The relations, Massoum said, were "increasingly moving towards becoming strategic.”
"There are countries which are our friends. Some of these countries are markedly friendlier but there are countries which we regard as our brother. Iran is a brotherly and friendly nation to us," he added.
Massoum recalled that the Islamic Republic had been supporting Iraqis ever since the embryonic stage of Daesh’s terror campaign in the Arab country.
"We are in need of this support, capability and expertise (of the Iranians). This support has been very important to us and clarified many things to us," he said.
Iraq waged a destructive war against Iran between 1980 and 1988 under the former dictator Saddam Hussein. Since his ouster, the two neighbors have turned to close allies, forging an exemplary relationship in the region.
Iraqi leaders have famously said that if it were not for Iran, Daesh terrorists would have easily overrun the capital Baghdad where other countries simply stood by and watched. According to several Iraqi officials, General Qassem Soleimani heralded Iran's rush of aid to Iraq as Takfiri militants hunkered down at the gates of Baghdad.

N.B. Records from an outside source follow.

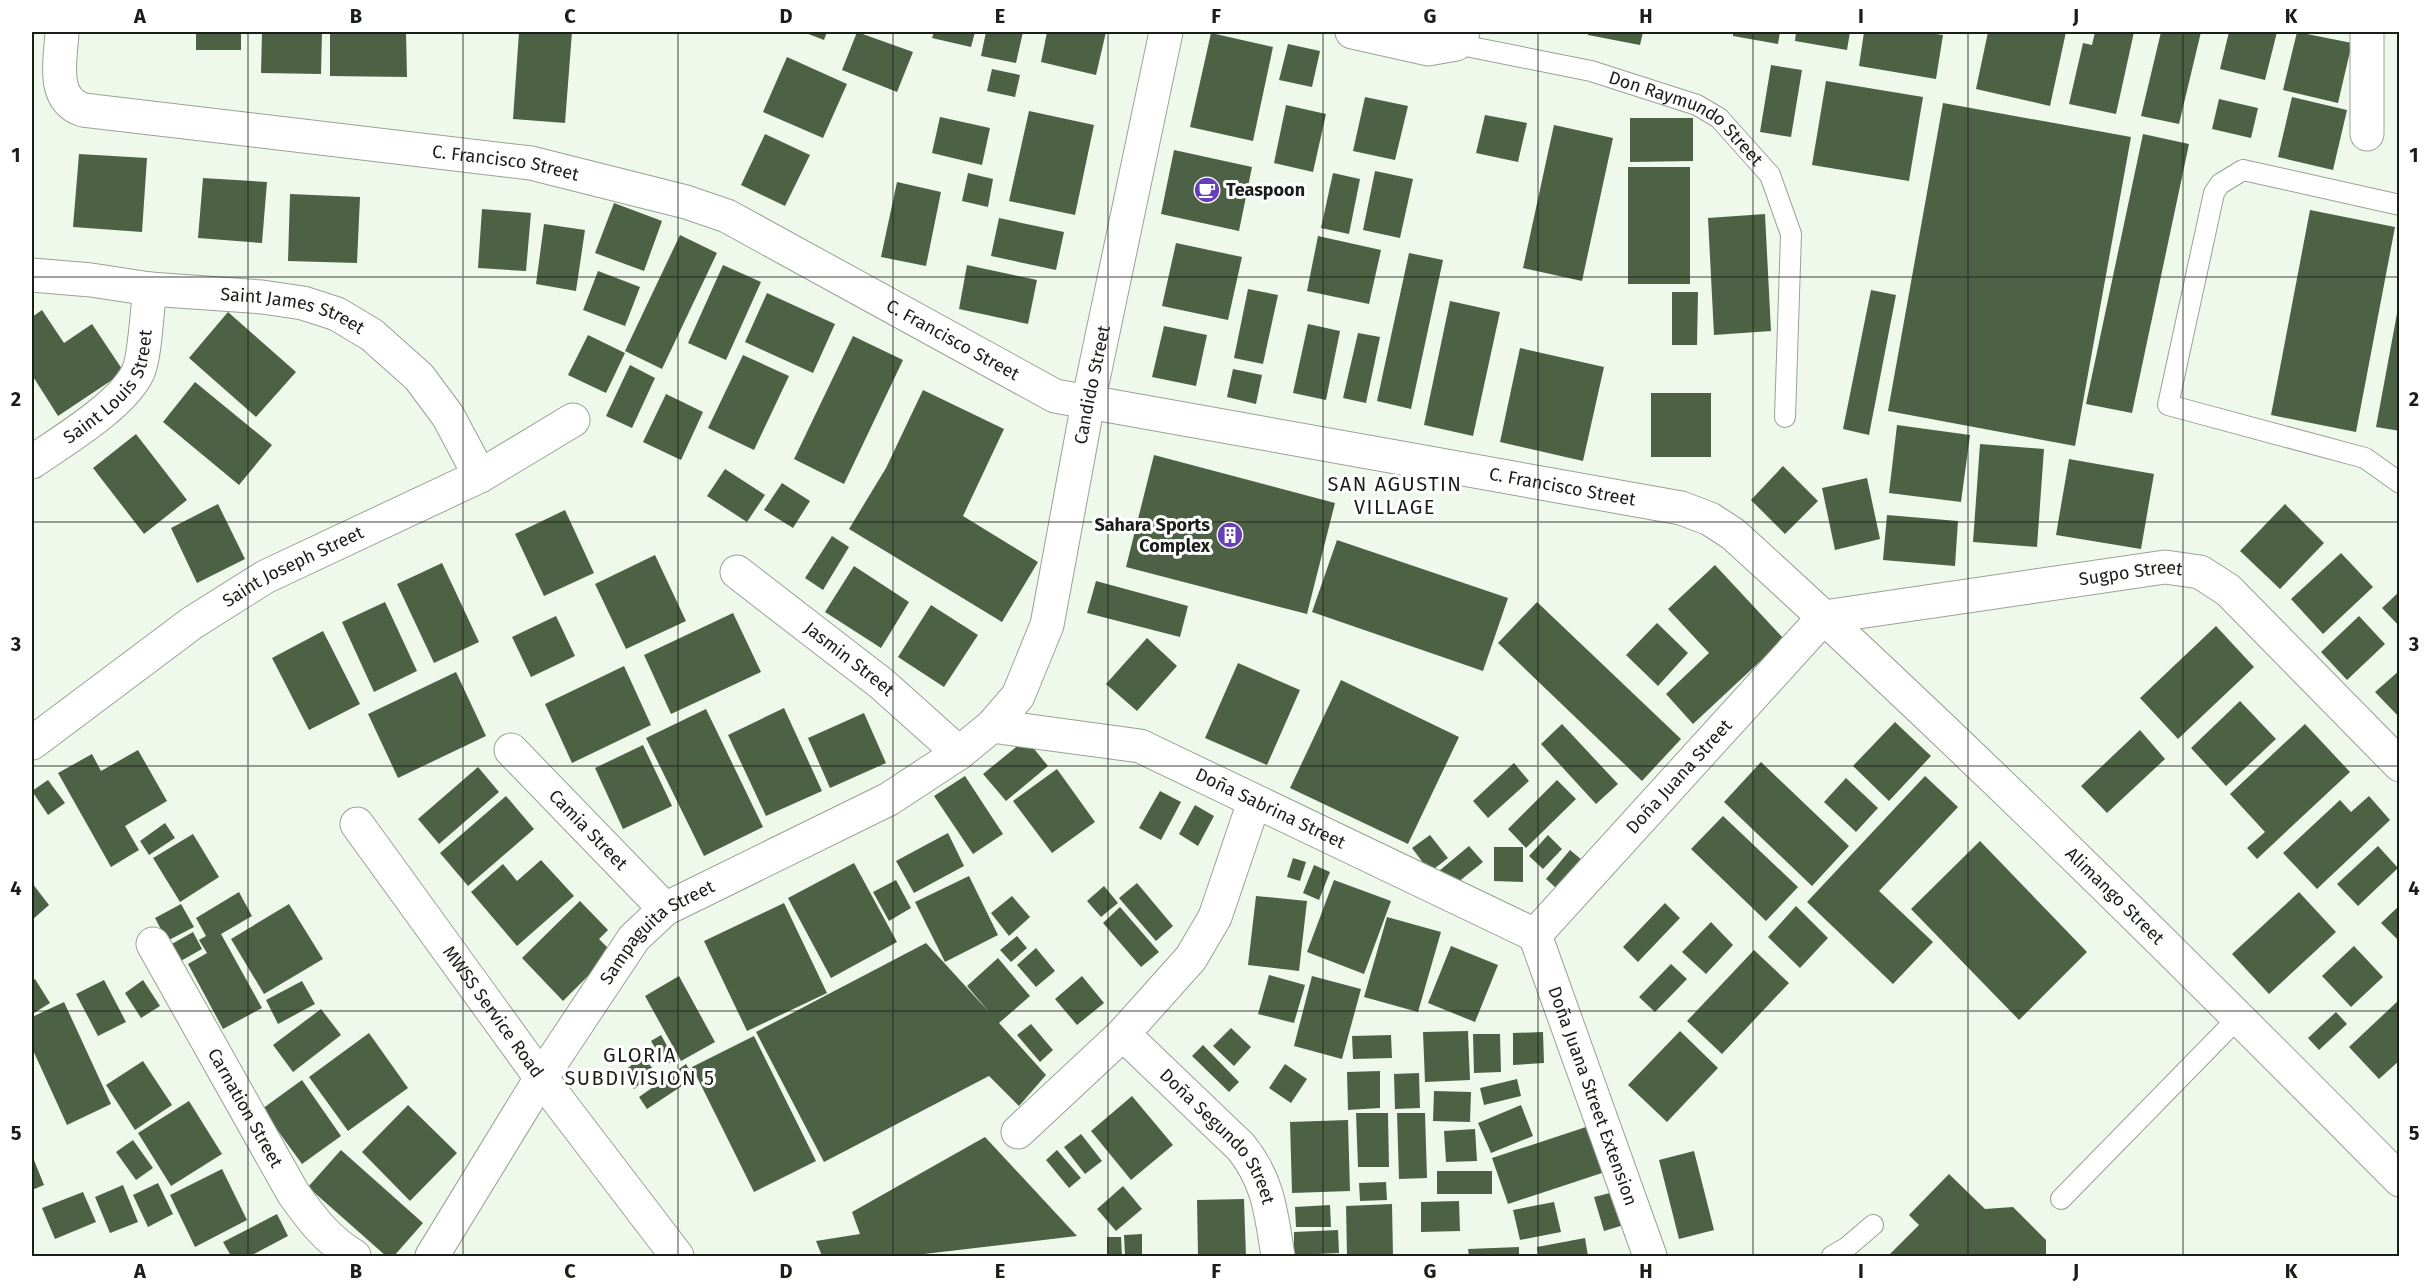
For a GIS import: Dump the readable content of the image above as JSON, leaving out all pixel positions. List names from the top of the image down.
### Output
{
  "streets": {
    "street": [
      "Don Raymundo Street",
      "C. Francisco Street",
      "Saint James Street",
      "Saint Louis Street",
      "Candido Street",
      "Saint Joseph Street",
      "Sugpo Street",
      "Jasmin Street",
      "Doña Juana Street",
      "Doña Sabrina Street",
      "Camia Street",
      "Alimango Street",
      "Sampaguita Street",
      "MWSS Service Road",
      "Doña Juana Street Extension",
      "Carnation Street",
      "Doña Segundo Street"
    ]
  },
  "crossings": [
    ["C. Francisco Street", "Candido Street"],
    ["C. Francisco Street", "Sugpo Street"],
    ["C. Francisco Street", "Doña Juana Street"],
    ["C. Francisco Street", "Alimango Street"],
    ["Saint James Street", "Saint Louis Street"],
    ["Saint James Street", "Saint Joseph Street"],
    ["Candido Street", "Doña Sabrina Street"],
    ["Candido Street", "Sampaguita Street"],
    ["Sugpo Street", "Doña Juana Street"],
    ["Sugpo Street", "Alimango Street"],
    ["Jasmin Street", "Sampaguita Street"],
    ["Doña Juana Street", "Doña Sabrina Street"],
    ["Doña Juana Street", "Alimango Street"],
    ["Doña Juana Street", "Doña Juana Street Extension"],
    ["Doña Sabrina Street", "Sampaguita Street"],
    ["Doña Sabrina Street", "Doña Juana Street Extension"],
    ["Camia Street", "Sampaguita Street"],
    ["Sampaguita Street", "MWSS Service Road"]
  ],
  "districts": ["SAN AGUSTIN VILLAGE", "GLORIA SUBDIVISION 5"],
  "places": {
    "cafe": ["Teaspoon"],
    "building": ["Sahara Sports Complex"]
  },
  "grid": {
    "columns": [
      "A",
      "B",
      "C",
      "D",
      "E",
      "F",
      "G",
      "H",
      "I",
      "J",
      "K"
    ],
    "rows": [
      "1",
      "2",
      "3",
      "4",
      "5"
    ]
  }
}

Massoum dismissed disparaging media reports about the Iranian general, saying his visits to Iraq were within the framework of foreign advisory assistance to the country. Iran, he said, is providing legitimate advisory support to the Iraqi military.

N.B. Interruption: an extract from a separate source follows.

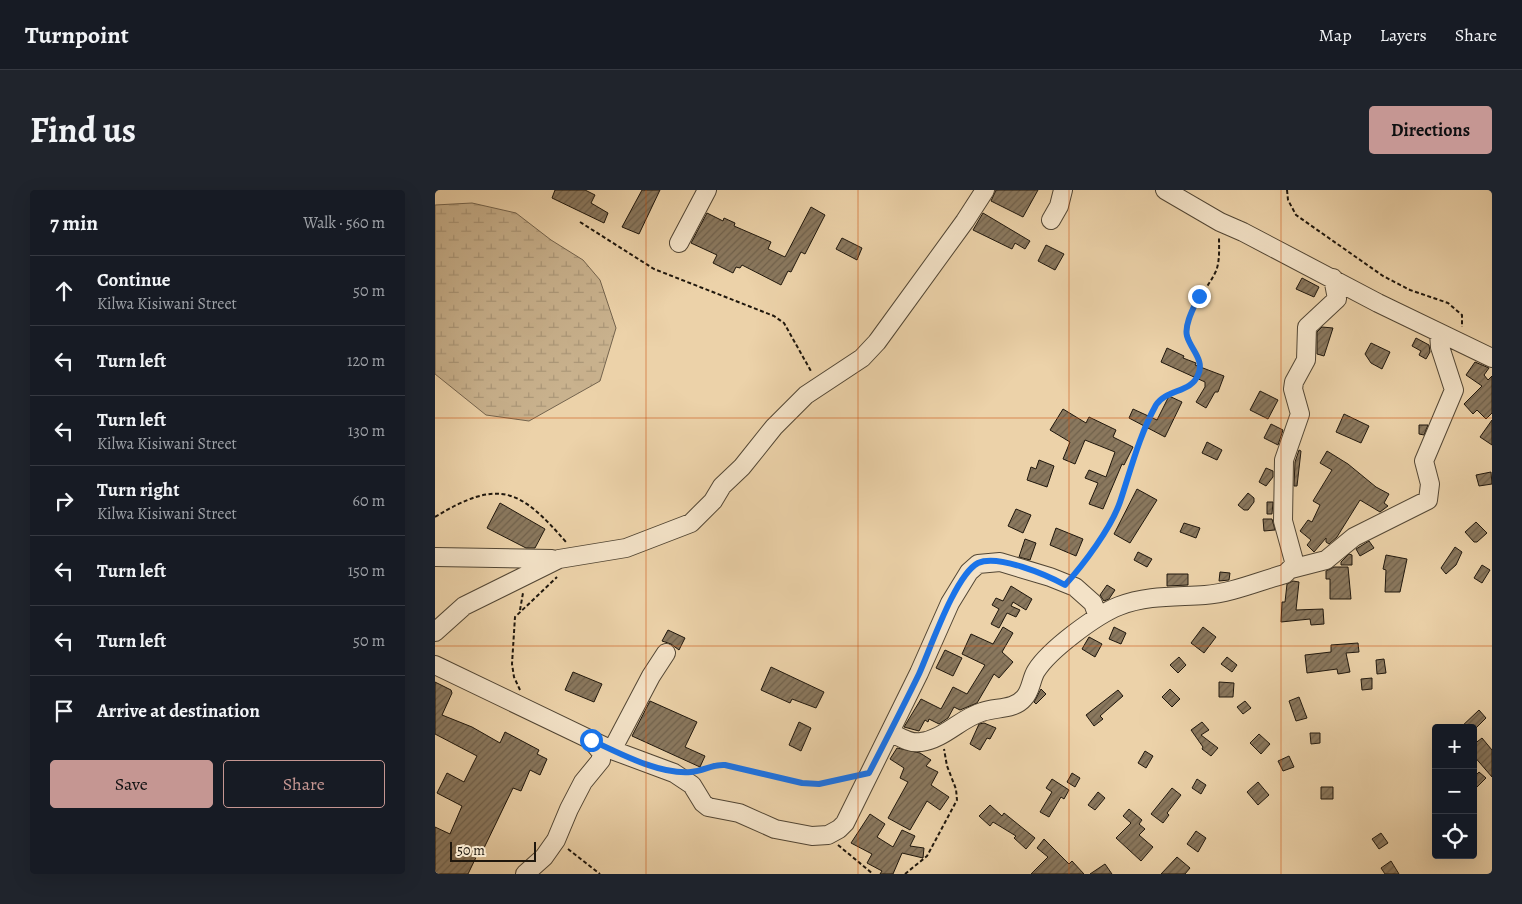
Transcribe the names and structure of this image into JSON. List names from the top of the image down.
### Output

"America, France, Britain and other European countries have their own military advisors in Iraq. Hence, one cannot say Iran's military advisors don't have a right to be in Iraq. We think this is a normal issue and Iran, like other countries, is entitled to this right."
Iran's assistance in the form of arms aid, advisory support, and humanitarian assistance to refugees has proven instrumental ever since Daesh took control of the northern city of Mosul, Massoum said.
He said bilateral relations with Iran are of historic nature and have never been in collision with the Arab country's national interests, adding they have rather been in line with the ideals of the Iraqi nation.
"All political currents at the helm of power in Iraq today have had strong relations with the Islamic Republic of Iran," he said.
The Iraqi president also said, "Our relations with the Islamic Republic of Iran have never been and will never be against a third country. Rather, they will guarantee the interests of both the Iranian and Iraqi nations."